D. Eby: Thank you. We were provided a document that had a list of recommendations put forward by the 2010 committee and where we were at in terms of the implementation as a province. Recommendation No. 4 was: “Expand the definition of ‘public body’ in schedule 1 to include any corporation that is created or owned by a public body, including an educational body.”

Now, I understand the history of this is that in 2005 Minister Shirley Bond issued a press release saying that school boards that owned entities would be subject to FOI. Then the 2010 committee said yes. Public bodies that own corporations…. Those corporations or bodies that are owned by the public body should be subject to FOI. They made that recommendation.

We got an update last week, this week — it’s all blurring together — saying that this was under consideration, that there were consultations that had been done, and there were implications that may have “unintended consequences” — the wording that was used. I’m having trouble understanding how in 2005 the government could say that they were going to do this and in 2015 we still don’t have this in place. Are you able to shed any light on what the delay is around including subsidiary, fully owned corporations owned by public bodies within the act?

[0910]

E. Denham: Absolutely. This recommendation really is about an accountability gap in the Freedom of Information and Protection of Privacy Act. Subsidiary corporations of local government are completely captured by the access and privacy provisions of the legislation, and yet subsidiary corporations of educational bodies are not. This was a concern of the 2010 committee. It continues to be a concern of our office. The concern is about the use of public funds. Where public funds are used to create a subsidiary corporation, to invest in a subsidiary corporation, then it’s my view that the records should be subject to freedom of information and protection of privacy, and they are not at this point.

I have written to ministers responsible twice over the years, once in 2011, once in 2014, asking for an update on their consultation process. I don’t have any more detail, except that there is a consultation process going on and the government wants to hear from stakeholders and ensure that there aren’t any unintended consequences. That’s the answer that I have.

But I think, bottom line, where public resources are used to operate a subsidiary corporation, then the entity should be subject to FOI. I think British Columbians deserve an expeditious response to this issue.

D. McRae (Chair): Thank you very much, and thank you for your response to our requests for an outline of your presentation. If it’s possible, could you forward that through to our very able Committee Clerk for distribution?

E. Denham: I will, Mr. Chair.

D. McRae (Chair): I think, Doug, you had a question.

D. Routley (Deputy Chair): I have a couple of issues that I wonder if I could just list for inclusion in your more fulsome brief that you’ll bring forward later — areas that I have interest in and I think we could benefit from having more information on.

One of them would be the stand-alone health care legislation — how we can move towards a recommendation that informs the creation of that, best benefiting from existing statutes in other jurisdictions, and what guidance you could give to the committee in order that we make recommendations that are productive.

And then in terms of significant sanctions, specific sanctions — it’s a repeated theme. The Government Information Act that was passed recently removed the Offence Act from application to the mishandling of information, so perhaps the Offence Act isn’t the right vehicle to achieve this. Perhaps you could help us with what you would recommend in terms of building a framework or an approach to sanctions.

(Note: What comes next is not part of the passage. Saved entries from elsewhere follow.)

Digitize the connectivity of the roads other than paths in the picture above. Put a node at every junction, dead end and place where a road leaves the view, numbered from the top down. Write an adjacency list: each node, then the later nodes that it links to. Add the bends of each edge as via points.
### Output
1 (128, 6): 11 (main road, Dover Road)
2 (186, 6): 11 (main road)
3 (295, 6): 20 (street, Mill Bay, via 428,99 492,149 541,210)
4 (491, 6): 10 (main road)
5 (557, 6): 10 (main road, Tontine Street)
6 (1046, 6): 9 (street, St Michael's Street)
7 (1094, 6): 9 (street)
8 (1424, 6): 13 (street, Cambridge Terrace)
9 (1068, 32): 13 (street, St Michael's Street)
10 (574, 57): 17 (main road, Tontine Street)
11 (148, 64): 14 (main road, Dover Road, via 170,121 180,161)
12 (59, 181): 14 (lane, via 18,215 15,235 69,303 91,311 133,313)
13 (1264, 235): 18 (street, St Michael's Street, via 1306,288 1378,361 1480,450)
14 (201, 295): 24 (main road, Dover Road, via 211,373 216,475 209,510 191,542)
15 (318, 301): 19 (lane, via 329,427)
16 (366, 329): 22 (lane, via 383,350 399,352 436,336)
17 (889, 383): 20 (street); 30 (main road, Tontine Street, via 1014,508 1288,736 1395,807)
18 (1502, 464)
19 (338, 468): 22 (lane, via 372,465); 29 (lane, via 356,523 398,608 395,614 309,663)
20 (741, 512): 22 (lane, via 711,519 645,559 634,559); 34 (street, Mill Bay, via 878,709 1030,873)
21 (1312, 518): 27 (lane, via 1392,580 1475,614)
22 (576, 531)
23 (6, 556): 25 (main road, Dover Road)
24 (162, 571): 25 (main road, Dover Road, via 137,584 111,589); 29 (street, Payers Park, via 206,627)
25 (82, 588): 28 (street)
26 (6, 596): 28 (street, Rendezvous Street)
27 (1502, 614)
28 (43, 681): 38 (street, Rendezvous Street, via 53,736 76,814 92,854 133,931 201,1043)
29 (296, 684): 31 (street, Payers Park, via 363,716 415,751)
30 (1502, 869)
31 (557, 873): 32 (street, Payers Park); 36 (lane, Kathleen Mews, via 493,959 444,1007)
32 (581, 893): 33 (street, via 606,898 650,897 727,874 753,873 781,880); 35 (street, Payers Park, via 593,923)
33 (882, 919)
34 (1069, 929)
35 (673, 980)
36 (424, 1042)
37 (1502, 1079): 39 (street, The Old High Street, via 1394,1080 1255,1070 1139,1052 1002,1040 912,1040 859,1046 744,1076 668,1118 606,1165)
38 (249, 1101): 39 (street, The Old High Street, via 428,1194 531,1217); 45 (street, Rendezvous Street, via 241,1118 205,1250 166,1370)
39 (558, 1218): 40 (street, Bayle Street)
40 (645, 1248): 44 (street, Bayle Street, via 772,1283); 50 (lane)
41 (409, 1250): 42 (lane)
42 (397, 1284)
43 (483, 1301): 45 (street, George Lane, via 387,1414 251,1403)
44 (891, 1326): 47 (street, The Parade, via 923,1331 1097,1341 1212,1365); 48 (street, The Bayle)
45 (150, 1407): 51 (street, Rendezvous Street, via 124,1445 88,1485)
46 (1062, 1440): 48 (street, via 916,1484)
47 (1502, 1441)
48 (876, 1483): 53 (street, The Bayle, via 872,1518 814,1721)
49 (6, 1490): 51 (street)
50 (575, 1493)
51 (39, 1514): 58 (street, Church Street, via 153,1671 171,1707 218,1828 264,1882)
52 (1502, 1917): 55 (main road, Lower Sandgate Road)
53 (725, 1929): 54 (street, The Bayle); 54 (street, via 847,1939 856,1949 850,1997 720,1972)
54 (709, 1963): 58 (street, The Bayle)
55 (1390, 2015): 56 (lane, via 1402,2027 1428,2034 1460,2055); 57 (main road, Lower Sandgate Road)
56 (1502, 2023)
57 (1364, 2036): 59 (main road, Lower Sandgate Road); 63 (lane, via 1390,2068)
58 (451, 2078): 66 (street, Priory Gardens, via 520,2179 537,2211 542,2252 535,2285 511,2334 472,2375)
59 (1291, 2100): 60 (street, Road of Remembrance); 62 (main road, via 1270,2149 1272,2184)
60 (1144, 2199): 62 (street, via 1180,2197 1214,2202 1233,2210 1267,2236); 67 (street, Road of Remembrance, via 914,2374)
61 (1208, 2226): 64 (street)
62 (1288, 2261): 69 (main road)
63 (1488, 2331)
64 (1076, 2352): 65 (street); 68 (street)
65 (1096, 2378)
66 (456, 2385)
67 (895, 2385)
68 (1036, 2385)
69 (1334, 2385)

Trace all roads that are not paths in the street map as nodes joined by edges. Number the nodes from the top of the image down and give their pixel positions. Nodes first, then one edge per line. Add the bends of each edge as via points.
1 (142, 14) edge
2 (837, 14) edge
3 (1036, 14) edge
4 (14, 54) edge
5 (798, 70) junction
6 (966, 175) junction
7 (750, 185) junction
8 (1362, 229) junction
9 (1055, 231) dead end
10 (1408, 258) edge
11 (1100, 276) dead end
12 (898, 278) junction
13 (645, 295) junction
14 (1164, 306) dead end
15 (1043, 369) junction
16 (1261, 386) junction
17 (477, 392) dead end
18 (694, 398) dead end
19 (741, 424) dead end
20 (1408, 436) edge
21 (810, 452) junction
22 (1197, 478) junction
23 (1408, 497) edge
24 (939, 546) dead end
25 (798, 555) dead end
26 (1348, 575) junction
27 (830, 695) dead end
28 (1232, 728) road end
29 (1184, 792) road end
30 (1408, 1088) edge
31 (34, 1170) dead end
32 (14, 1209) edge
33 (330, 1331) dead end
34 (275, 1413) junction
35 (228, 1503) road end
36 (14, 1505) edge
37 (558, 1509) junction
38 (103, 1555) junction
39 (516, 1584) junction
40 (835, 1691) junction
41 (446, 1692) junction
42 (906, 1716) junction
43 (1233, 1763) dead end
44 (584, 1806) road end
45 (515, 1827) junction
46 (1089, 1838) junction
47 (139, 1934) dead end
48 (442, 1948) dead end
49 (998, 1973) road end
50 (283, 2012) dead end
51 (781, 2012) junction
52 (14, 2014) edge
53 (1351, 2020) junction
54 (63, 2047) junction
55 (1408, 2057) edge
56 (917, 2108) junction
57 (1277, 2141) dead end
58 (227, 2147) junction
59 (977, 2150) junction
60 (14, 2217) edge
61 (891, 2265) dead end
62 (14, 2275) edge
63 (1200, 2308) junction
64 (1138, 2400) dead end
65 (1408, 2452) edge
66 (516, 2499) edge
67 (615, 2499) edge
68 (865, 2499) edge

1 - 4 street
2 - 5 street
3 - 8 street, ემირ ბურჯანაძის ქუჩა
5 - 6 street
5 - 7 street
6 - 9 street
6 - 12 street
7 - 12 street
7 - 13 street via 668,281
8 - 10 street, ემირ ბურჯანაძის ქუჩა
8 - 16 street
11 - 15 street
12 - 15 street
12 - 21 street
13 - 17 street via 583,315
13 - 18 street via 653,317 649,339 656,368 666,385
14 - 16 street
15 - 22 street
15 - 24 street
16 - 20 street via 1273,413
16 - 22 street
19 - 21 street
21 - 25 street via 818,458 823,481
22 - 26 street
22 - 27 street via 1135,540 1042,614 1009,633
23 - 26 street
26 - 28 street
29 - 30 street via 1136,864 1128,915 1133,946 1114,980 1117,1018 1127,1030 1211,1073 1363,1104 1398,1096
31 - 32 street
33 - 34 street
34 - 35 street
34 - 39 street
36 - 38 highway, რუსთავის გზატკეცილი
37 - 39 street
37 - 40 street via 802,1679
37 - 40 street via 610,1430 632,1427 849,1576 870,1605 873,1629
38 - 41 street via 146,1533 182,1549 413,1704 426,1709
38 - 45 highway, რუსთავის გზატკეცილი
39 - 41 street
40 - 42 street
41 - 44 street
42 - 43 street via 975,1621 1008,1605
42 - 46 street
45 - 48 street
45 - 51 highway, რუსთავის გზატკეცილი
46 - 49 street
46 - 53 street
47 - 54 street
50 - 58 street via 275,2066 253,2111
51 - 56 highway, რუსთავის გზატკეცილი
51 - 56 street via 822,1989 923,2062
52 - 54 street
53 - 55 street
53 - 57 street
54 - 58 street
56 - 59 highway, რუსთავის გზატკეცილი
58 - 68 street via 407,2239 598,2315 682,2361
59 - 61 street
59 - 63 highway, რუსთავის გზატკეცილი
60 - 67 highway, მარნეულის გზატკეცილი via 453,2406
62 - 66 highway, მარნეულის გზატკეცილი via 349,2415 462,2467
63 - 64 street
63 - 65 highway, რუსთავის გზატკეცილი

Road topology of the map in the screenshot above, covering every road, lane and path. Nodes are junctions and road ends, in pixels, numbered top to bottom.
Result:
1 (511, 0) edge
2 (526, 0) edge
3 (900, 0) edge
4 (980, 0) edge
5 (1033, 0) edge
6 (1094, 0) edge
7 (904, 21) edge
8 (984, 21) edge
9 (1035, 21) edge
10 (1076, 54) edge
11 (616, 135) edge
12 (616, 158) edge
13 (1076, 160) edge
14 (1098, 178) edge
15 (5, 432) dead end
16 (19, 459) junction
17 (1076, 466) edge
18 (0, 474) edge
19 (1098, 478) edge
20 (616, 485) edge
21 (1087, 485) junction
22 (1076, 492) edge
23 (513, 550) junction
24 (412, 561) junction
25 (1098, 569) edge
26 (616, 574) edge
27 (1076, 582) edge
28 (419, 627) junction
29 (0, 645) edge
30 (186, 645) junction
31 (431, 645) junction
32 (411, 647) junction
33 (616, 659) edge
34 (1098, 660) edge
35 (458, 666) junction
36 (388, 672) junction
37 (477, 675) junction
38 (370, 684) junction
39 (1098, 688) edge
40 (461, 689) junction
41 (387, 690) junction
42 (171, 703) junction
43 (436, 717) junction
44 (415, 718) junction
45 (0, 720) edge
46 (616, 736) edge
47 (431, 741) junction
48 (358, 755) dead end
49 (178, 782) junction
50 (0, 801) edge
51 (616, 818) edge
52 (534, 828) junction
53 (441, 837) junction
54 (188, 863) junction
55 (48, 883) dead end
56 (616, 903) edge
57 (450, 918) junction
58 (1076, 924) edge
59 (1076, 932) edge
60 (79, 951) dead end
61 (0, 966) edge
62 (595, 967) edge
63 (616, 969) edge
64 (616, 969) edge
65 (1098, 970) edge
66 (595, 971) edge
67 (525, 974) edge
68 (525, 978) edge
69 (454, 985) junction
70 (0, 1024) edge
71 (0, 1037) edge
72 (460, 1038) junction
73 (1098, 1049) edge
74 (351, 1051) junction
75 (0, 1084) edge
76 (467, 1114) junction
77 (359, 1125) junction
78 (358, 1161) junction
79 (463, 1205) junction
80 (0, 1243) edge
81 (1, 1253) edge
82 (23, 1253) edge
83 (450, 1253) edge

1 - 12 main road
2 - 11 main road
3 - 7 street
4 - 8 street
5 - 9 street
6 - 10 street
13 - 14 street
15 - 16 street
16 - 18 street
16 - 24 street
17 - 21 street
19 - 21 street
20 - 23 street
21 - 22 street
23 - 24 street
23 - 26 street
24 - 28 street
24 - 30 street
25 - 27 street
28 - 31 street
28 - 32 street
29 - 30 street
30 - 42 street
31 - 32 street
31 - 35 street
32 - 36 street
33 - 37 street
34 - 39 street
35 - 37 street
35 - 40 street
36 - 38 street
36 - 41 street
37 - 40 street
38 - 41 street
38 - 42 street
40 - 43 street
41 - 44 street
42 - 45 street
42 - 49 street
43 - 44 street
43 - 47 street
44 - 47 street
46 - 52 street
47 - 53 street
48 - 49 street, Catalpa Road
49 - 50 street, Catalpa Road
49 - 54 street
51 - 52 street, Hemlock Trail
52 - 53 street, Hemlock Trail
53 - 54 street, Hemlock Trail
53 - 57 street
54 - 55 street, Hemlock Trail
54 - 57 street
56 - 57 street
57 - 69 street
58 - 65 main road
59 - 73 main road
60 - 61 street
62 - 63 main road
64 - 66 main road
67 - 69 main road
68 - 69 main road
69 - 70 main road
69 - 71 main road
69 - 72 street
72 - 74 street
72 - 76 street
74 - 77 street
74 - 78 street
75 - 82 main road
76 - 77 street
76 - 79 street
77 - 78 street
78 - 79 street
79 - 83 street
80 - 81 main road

I’m interested in a couple of things that I wonder if you could respond to now: data linking, the state of government’s efforts in data linking and how your office is responding. You have in the past commented on the amount of litigation that your office is subject to, that perhaps the Office of the Information and Privacy Commissioner of B.C. is more litigated than the same offices in other jurisdictions — maybe an update on the status of that issue.

E. Denham: Yes. So four things. In answer to your request to provide more information around how this committee can view stand-alone health information legislation and what the, maybe, special issues are around health information protection — I can certainly do that. I
[ Page 24 ]
can also refer more cabin reading to the committee, and that is my 2014 report called A Prescription for Reform, which is really all about the integrated health sector. It contains 21 recommendations that I think the committee might want to look at when they are reviewing FIPPA.

[0915]

You can’t assume that there is going to be new legislation in the health sector that governs personal health information. You can’t consider that it’s going to happen, so this committee is going to be tasked with examining whether there needs to be a special code, maybe even within FIPPA, to deal with health information. I talk about how health information is special, including consideration of genetic privacy, genetics and genomics, which is a really complex area and new information that we really haven’t tackled before.

Secondly, in response to your ask for some considerations around sanctions or penalties or oversight of the Information Management Act, which was introduced as Bill 5, yes, I will be providing the committee with my thoughts on that. There have been changes in legislation across the country, in both Ontario and Alberta, to give those commissioners oversight over recordkeeping functions and destruction of records, because you can’t really do the work of access to information without assuring that there’s proper recordkeeping. It’s a foundational piece.

With the 1936 Document Disposal Act, passed a few years before Gone With the Wind…. That legislation is out, new legislation is in, but there are no sanctions in the new Information Management Act that existed in the 1936 act. I will be providing my thoughts to the committee on that issue.

Thirdly, you asked me about data-linking provisions.

Fourthly, you asked me to comment on litigation.

Is that correct? Have I got everything there?

D. Routley (Deputy Chair): Yes. Thank you.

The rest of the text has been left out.